In the Rif, economic opportunities are indeed more limited than the rest of the country due to the mountainous geography and historically difficult ties with the state. Those issues led in 2016 to the Hirak Rif Movement, popular uprisings that called for socioeconomic reforms, before being ultimately clamped down on by security forces.
Since the establishment of the Republic of the Rif by Abdelkrim Khattabi in 1921 as well as popular and military uprisings against the monarchy after independence, the Rif people have been perceived as hostile towards the Moroccan state. Many feel they have not benefitted from Morocco’s economic development, and more infrastructure, schools and job opportunities were three core demands of the 2016 protest movement.
According to figures given by the Ministry of Interior to the Agence France-Presse news agency in 2013, at least 700,000 people, including 90,000 families, lived off the production of cannabis in Morocco.
Legalisation leads to financial losses
In Bab Taza, a city 25km (15 miles) south of Chefchaouen, Anouar’s household is one of them.
“Where I live, there is no chance the police will come.

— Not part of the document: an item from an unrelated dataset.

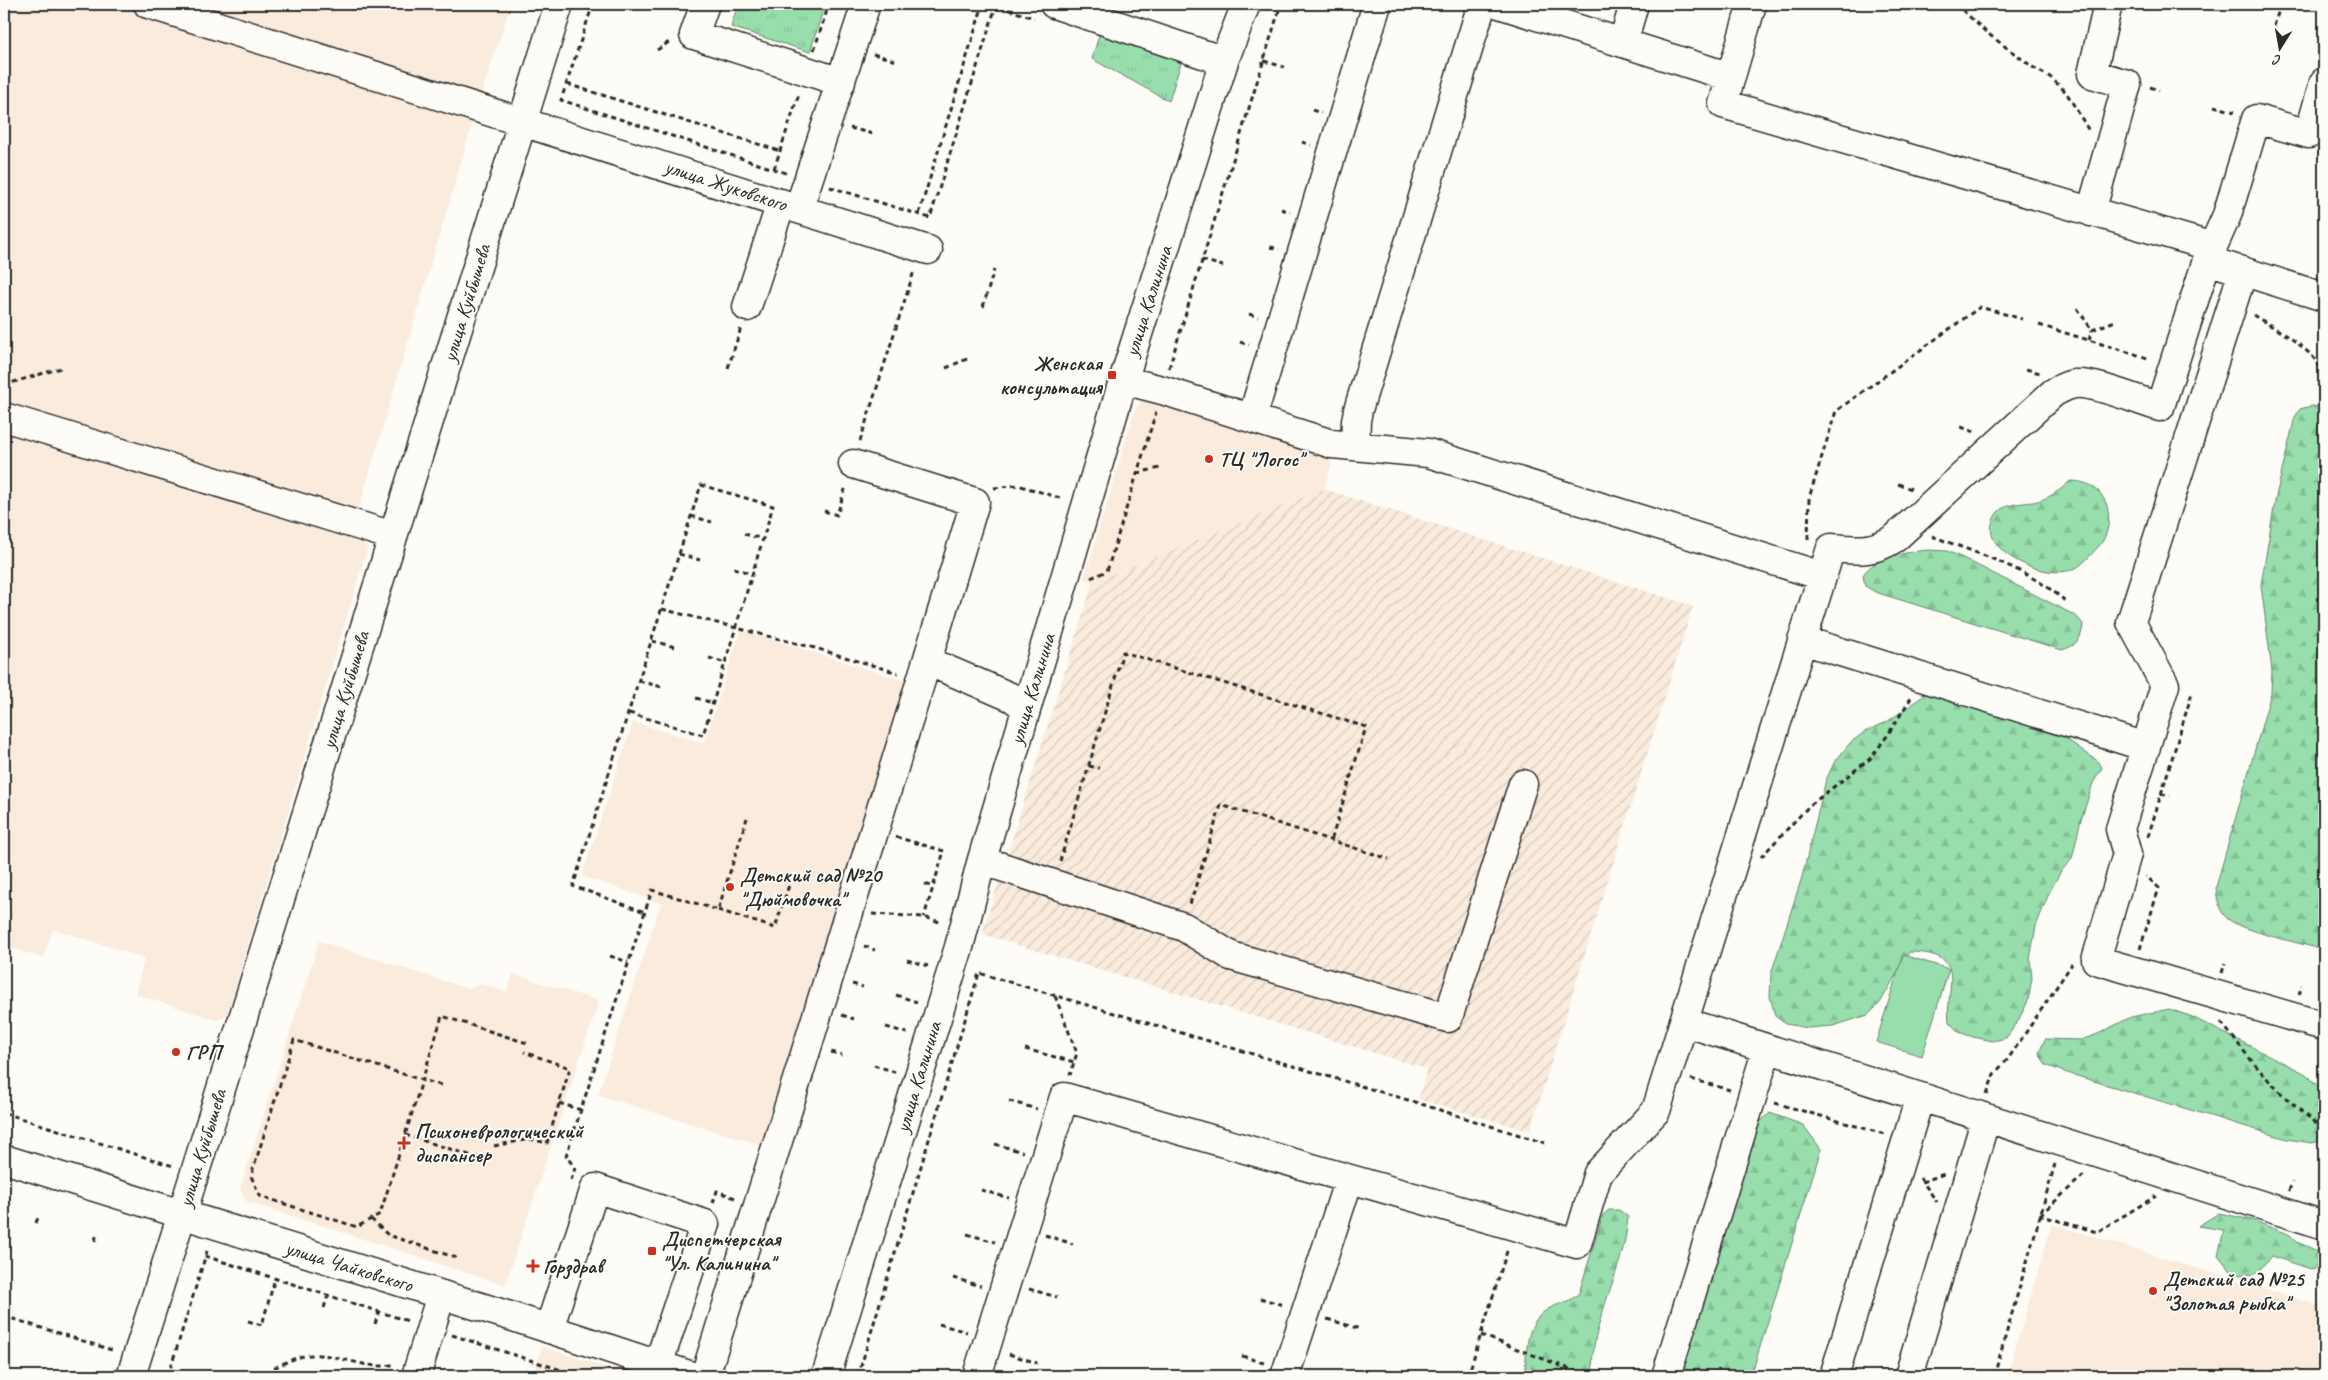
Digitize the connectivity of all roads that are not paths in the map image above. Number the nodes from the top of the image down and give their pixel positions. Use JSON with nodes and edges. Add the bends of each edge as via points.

It’s too much walking!” Anouar says, laughing, while climbing the road that leads to his family house, a big property that distinguishes itself from the rest of the neighborhood.
“My dad was the one who started producing cannabis, but today, he is dedicating himself to his other passions,” Anouar says. “Now, it’s my brother who takes care of it, and I help him when I have the time.”

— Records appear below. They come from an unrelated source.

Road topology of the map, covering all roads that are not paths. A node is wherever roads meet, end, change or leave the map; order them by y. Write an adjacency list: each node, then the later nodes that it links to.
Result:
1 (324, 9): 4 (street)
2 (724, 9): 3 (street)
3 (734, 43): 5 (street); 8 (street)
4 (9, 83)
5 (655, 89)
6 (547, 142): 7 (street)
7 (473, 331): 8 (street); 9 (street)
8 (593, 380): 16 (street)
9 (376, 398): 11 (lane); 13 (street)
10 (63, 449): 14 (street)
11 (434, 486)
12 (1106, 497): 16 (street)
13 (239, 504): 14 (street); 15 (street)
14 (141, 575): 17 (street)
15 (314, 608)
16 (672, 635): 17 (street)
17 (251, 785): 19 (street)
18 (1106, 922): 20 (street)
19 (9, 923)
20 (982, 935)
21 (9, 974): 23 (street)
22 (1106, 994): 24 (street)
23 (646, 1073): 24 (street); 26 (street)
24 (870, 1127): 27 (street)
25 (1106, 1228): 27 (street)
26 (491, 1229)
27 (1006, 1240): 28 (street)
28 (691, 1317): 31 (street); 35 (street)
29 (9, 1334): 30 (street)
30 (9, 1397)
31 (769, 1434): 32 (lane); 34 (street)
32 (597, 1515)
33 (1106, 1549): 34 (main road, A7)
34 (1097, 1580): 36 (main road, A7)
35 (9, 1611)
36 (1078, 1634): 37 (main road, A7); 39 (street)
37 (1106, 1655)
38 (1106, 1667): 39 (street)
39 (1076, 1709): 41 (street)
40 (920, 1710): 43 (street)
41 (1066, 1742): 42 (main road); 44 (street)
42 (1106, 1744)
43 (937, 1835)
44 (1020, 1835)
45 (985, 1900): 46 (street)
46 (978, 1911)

Anouar’s family owns two big cannabis plantations, which have allowed the family to achieve some kind of social mobility and plan to build a new residence next to their current one.
“Switching to a legal production of cannabis would make us lose money because it is the government that is going to set the prices,” Anouar says as he faces a road that, according to him, is used by drug traffickers to transport the family merchandise.
“Producing illegally is not that dangerous when you have a trustworthy network of buyers. For our part, we sell the cannabis to four family friends only, whom we have known for years, and they deal with bringing it to other cities in the country and to Europe,” Anouar says.
Up to now, the local farmers who have made the choice to grow cannabis legally are still few. By May, only about 400 of them had received authorization to begin, the head of ANRAC says.
According to Khalid Mouna, a Moroccan anthropologist, professor and author with a focus on the Rif and kif, the small-scale local farmers might indeed become the ones who will be left behind by the new law.
“Experiences in other producing countries that have switched to the legal market show that the first ones to pay the price are the poor farmers,” Mouna explains. “The legal market represents a financial risk and a differently structured network, things poor farmers do not necessarily master.”
With the harvest season beginning in September, the cannabis farmers of the Rif will have to face what might be a conundrum. Either they enter the new legal framework set out by the government or remain operating outside the law.
“We are used to being outlaws,” Anouar says. “Living in fear and outside the system is something we have been doing for decades anyway.”